Diores decipiens

Scientific classification
- Kingdom: Animalia
- Phylum: Arthropoda
- Subphylum: Chelicerata
- Class: Arachnida
- Order: Araneae
- Infraorder: Araneomorphae
- Family: Zodariidae
- Genus: Diores
- Species: D. decipiens
- Binomial name: Diores decipiens Jocqué, 1990

= Diores decipiens =

- Authority: Jocqué, 1990

Species of spider

Diores decipiens is a species of spider in the family Zodariidae. It is endemic to the Western Cape province of South Africa.

== Distribution ==
Diores decipiens is known only from the type locality in the Hawequas Mountains near Worcester.

== Habitat ==
The species inhabits the Fynbos biome at approximately 814 metres above sea level.

== Description ==

Both males and females of Diores decipiens are known.

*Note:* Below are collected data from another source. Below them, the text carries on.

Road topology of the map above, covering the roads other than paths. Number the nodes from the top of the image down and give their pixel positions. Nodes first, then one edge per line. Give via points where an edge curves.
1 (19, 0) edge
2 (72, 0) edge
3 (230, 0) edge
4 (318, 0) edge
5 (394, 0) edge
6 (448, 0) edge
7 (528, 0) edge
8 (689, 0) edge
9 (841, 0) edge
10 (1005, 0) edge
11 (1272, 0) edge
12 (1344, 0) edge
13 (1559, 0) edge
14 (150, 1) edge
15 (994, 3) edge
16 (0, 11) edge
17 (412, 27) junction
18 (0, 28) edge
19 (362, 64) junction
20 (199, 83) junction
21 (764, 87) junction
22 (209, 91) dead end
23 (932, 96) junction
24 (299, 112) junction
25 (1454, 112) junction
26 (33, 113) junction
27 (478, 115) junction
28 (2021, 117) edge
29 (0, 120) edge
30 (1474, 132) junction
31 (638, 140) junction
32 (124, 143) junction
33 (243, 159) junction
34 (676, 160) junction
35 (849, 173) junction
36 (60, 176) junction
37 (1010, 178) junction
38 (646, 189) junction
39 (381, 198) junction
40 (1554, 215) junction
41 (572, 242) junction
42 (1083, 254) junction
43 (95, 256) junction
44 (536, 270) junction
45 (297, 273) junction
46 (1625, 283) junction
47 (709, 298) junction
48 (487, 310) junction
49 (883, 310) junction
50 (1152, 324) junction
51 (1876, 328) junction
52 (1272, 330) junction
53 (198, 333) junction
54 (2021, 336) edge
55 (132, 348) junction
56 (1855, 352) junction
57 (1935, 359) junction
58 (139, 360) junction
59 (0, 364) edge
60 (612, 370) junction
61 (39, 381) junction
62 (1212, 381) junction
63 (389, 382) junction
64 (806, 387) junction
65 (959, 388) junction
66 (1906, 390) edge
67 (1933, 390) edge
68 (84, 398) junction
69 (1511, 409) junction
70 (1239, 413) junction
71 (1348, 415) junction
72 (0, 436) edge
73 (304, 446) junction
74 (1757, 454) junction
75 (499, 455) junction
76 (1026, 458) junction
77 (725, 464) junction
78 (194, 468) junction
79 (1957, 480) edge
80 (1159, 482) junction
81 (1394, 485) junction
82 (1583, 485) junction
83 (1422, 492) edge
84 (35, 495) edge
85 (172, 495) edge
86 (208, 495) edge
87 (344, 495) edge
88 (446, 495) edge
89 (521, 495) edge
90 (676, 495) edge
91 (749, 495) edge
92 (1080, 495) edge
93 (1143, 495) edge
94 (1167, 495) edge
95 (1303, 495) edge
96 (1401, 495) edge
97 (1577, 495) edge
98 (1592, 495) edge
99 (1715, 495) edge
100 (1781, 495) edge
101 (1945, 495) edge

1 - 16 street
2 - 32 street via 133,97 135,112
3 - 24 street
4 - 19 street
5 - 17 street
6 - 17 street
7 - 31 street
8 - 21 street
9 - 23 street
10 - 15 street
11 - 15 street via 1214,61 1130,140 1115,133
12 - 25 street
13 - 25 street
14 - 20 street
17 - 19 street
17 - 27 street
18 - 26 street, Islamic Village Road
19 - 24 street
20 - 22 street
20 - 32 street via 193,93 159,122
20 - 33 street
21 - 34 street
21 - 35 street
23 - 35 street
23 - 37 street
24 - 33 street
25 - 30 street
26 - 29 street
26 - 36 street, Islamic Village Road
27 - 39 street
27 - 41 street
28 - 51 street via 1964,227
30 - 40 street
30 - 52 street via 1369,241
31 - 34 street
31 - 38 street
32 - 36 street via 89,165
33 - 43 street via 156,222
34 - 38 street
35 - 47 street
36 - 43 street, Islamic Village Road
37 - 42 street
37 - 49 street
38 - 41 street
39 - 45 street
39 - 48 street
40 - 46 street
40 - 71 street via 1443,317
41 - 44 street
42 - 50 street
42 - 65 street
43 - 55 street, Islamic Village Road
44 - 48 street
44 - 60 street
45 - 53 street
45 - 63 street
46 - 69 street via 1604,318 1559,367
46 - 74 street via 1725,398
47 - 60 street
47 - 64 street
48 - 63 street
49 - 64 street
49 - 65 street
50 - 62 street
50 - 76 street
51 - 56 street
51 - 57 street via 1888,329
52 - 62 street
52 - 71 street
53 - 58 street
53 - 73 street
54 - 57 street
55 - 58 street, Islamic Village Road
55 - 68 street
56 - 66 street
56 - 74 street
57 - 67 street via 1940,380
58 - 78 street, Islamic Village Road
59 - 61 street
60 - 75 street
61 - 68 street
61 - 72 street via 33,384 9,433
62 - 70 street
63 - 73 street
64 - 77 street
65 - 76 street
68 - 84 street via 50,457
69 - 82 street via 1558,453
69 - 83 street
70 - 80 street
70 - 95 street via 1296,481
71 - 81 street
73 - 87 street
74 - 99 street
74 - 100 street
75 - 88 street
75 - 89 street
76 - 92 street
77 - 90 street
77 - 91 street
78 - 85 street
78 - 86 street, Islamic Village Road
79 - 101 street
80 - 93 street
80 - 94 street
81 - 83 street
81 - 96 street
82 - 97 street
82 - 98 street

Males have a total length of 4.8 mm, while females measure 5.00 mm. The prosoma is uniform medium brown, though this coloration may differ in fresh specimens. The opisthosoma in females is pale, also likely different in fresh specimens.

== Ecology ==
Diores decipiens are free-living ground-dwellers that construct the characteristic igloo-shaped retreats typical of the genus Diores.

== Conservation ==
The species is listed as Data Deficient. It is probably undersampled and its distribution is poorly known. Additional sampling is needed to better understand the species' range.